The $48 million DC4 program, the ISO’s fourth data center refresh, is aimed at replacing technology at the end of its life and support, including networks, telecommunications, servers and storage. It was approved as part of ERCOT’s administrative fee request in 2015.
“Most equipment we’re running today is from the 2010 era,” Dreyer said. “You take on a lot of risk when you’re running outdated equipment. You take on compliance risk and security risk.”
Dreyer said he had no major risks and issues to report. He said 38% of the new technology has been deployed and 40% of the budget was spent through 2016. Some new technology has completed testing and is already being migrated.
Dreyer pointed out that his IT group supports three data centers, 4 million GB of stored data, more than 400 distinct applications and 1,400 servers. He said that at the same time the DC4 program is replacing 400 systems, ERCOT will also be making architectural improvements.
The project will conclude in 2019.
“The intention is to reduce the impact of an outage across multiple lines of business,” Dreyer said. “IT does not run the grid … but reliable technology is key. In order to ensure reliability at the top, we need to keep the underpinnings working as well.”
Board Approves 5 Revision Requests
The board unanimously approved four nodal protocol revision requests (NPRRs) and one Planning Guide revision request (PGRR) previously approved by the TAC. (See Revision Requests, Shadow-Price Cap Change Endorsed, ERCOT Technical Advisory Committee Briefs.)
- NPRR794: Moves reporting requirements for unregistered distributed generation from the Commercial Operations Market Guide to the protocols.
- NPRR800: Incorporates futures prices in calculations of collateral requirements.

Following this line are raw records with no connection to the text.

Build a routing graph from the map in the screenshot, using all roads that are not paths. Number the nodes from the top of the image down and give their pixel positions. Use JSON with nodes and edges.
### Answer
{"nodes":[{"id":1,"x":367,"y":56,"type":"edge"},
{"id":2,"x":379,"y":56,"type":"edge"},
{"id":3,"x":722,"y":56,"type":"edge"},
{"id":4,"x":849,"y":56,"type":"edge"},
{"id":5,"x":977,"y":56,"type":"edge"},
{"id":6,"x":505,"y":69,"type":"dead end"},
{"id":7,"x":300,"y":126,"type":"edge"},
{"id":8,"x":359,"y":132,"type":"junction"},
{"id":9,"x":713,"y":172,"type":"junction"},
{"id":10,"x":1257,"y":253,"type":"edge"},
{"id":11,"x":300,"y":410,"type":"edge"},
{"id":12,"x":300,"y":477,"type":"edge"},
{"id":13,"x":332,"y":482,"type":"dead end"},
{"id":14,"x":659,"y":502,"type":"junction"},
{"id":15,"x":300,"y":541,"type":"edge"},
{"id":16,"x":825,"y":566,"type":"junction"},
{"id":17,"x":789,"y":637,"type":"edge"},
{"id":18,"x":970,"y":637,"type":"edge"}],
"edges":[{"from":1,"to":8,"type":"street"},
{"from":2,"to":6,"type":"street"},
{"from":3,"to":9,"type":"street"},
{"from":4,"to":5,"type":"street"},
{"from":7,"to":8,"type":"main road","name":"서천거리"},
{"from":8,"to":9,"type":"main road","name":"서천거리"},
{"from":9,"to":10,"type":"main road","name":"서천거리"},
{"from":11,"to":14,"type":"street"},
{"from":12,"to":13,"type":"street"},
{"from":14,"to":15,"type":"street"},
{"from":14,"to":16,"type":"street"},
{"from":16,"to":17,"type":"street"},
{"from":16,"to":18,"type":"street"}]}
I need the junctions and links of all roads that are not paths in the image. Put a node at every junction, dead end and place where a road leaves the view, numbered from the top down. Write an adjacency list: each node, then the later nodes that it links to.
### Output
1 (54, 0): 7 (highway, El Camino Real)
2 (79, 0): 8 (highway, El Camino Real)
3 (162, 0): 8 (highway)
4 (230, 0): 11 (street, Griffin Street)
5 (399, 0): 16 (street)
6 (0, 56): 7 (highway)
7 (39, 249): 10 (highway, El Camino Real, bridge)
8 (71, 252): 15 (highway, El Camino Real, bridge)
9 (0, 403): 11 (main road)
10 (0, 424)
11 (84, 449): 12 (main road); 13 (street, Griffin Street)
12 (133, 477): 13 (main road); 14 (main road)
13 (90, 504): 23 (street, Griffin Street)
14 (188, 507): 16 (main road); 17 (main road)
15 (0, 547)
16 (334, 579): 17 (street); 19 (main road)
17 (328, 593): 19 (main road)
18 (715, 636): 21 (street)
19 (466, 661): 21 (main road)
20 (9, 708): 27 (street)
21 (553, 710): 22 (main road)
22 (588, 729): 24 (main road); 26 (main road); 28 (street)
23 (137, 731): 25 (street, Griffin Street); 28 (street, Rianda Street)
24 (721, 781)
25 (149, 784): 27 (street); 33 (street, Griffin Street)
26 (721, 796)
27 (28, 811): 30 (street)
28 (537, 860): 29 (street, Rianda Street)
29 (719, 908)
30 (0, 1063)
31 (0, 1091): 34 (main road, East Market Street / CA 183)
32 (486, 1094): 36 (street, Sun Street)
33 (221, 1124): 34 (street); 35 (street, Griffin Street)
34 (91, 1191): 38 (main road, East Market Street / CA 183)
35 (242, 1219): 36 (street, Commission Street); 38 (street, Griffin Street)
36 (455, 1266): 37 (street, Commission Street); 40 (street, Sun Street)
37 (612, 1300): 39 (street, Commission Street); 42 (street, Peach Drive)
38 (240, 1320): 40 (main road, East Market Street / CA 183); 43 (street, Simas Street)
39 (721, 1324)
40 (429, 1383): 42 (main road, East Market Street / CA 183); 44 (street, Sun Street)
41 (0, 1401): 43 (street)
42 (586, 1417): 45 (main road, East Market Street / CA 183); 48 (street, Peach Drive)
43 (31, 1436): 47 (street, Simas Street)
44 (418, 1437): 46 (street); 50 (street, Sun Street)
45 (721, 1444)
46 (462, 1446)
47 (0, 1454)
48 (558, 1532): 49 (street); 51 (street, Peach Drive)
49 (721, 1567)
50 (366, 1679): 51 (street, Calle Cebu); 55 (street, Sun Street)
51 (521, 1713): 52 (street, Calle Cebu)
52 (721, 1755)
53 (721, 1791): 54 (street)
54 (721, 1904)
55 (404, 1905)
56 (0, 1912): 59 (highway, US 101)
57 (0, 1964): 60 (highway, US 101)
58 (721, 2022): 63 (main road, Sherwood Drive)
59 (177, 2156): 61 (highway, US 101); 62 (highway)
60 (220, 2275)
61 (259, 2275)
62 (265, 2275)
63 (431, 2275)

- NPRR805: Clarifies the criteria under which congestion revenue right (CRR) account holders can submit multi-month offers for long-term auctions. The months must be consecutive, within the period covered by the auction and during months when the account holder has ownership of the CRR.
- NPRR806: Clarifies that municipalities and cooperatives not participating in ERCOT’s competitive market (non-opt-in entities, or NOIEs) have the option of accepting a refund or capacity for their pre-assigned CRR-eligible resources. The NOIEs cannot select one option for some months of the year and the other option for the remaining months.
- PGRR053: Modifies the conditions proposed generating resources must meet to be included in steady state working group base cases, requiring only the data provided for full interconnection studies.
TAC Cancels February Meeting
With a “limited number” of voting items on the agenda, the TAC has canceled its Thursday meeting. The committee will resume its regular schedule March 23 before the board’s next scheduled meeting in April.
TAC Chair Adrianne Brandt told committee members to expect an email vote on a revision to the Commercial Operations Market Guide (COPMGRR044), which aligns with NPRR794.